◆ Problem requirements ◆
Check each line of the entries below for the string "Alden" and state how many lines have it, with no other text.

------ Dataset extract

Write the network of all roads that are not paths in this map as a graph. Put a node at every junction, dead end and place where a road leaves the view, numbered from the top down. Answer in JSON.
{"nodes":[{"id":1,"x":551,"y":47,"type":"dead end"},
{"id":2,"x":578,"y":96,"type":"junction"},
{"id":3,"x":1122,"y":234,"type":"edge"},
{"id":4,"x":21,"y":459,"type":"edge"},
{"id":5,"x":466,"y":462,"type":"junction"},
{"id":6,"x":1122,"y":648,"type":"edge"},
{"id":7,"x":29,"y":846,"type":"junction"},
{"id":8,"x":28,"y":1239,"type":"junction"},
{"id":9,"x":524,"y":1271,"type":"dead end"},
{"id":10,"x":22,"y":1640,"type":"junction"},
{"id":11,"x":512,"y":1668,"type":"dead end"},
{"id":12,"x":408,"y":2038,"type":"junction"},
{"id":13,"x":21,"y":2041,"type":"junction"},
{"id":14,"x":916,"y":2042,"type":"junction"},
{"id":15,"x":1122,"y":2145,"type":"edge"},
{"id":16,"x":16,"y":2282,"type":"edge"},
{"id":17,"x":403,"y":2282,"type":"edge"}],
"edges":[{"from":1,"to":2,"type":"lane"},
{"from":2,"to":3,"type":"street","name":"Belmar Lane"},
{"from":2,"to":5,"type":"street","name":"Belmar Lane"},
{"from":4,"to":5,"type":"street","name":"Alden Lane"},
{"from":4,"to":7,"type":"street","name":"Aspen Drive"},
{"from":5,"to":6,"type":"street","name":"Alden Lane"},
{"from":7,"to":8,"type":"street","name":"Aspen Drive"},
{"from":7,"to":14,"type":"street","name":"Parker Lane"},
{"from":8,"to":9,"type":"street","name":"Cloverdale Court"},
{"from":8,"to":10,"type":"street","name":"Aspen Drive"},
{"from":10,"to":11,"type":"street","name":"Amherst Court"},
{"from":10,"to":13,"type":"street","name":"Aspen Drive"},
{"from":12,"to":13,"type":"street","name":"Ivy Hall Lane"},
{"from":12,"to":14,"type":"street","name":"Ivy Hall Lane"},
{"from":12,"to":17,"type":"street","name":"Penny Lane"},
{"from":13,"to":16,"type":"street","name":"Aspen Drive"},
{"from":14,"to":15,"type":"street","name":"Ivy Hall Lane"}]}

------------
------ Dataset extract

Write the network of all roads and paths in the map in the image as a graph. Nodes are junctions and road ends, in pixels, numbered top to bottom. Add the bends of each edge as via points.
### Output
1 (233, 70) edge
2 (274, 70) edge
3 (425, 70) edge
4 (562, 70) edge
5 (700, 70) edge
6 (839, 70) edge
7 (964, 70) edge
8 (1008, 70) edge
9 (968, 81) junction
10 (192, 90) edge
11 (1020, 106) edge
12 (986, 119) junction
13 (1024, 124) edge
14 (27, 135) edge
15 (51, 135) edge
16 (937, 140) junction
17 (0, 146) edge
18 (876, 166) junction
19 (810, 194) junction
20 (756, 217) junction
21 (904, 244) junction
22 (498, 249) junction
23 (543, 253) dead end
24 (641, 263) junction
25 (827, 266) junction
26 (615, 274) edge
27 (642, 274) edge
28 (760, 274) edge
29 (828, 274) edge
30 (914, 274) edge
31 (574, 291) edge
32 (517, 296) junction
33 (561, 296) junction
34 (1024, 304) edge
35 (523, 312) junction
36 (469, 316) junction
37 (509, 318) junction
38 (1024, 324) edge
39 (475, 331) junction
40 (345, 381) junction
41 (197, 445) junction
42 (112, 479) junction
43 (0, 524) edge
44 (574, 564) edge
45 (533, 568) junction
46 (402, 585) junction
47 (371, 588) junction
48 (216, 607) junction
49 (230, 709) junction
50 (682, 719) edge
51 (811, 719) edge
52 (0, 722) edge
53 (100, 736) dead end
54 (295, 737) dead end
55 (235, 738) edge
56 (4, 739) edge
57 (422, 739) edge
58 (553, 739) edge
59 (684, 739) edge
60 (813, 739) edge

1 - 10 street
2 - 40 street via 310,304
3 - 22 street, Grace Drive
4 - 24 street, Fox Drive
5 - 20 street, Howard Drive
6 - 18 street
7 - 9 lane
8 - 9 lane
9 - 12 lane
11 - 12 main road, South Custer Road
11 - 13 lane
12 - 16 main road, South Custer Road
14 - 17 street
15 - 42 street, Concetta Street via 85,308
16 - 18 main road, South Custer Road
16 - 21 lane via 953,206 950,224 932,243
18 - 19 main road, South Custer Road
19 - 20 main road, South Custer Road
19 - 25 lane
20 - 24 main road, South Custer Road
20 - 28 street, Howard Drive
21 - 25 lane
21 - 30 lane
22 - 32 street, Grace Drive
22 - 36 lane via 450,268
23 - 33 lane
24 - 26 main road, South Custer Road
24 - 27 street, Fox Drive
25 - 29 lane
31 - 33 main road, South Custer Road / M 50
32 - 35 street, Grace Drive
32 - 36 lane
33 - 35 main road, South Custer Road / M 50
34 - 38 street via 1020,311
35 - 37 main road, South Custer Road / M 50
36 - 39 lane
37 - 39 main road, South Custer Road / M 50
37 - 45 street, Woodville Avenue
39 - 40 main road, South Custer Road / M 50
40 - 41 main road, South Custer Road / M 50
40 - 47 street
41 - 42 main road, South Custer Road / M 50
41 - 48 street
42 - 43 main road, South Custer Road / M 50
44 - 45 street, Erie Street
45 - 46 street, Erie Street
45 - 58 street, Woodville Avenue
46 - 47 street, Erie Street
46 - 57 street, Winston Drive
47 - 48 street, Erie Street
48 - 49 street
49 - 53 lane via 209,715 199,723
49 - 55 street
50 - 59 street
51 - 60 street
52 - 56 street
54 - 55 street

------------

◆ Task solution ◆
2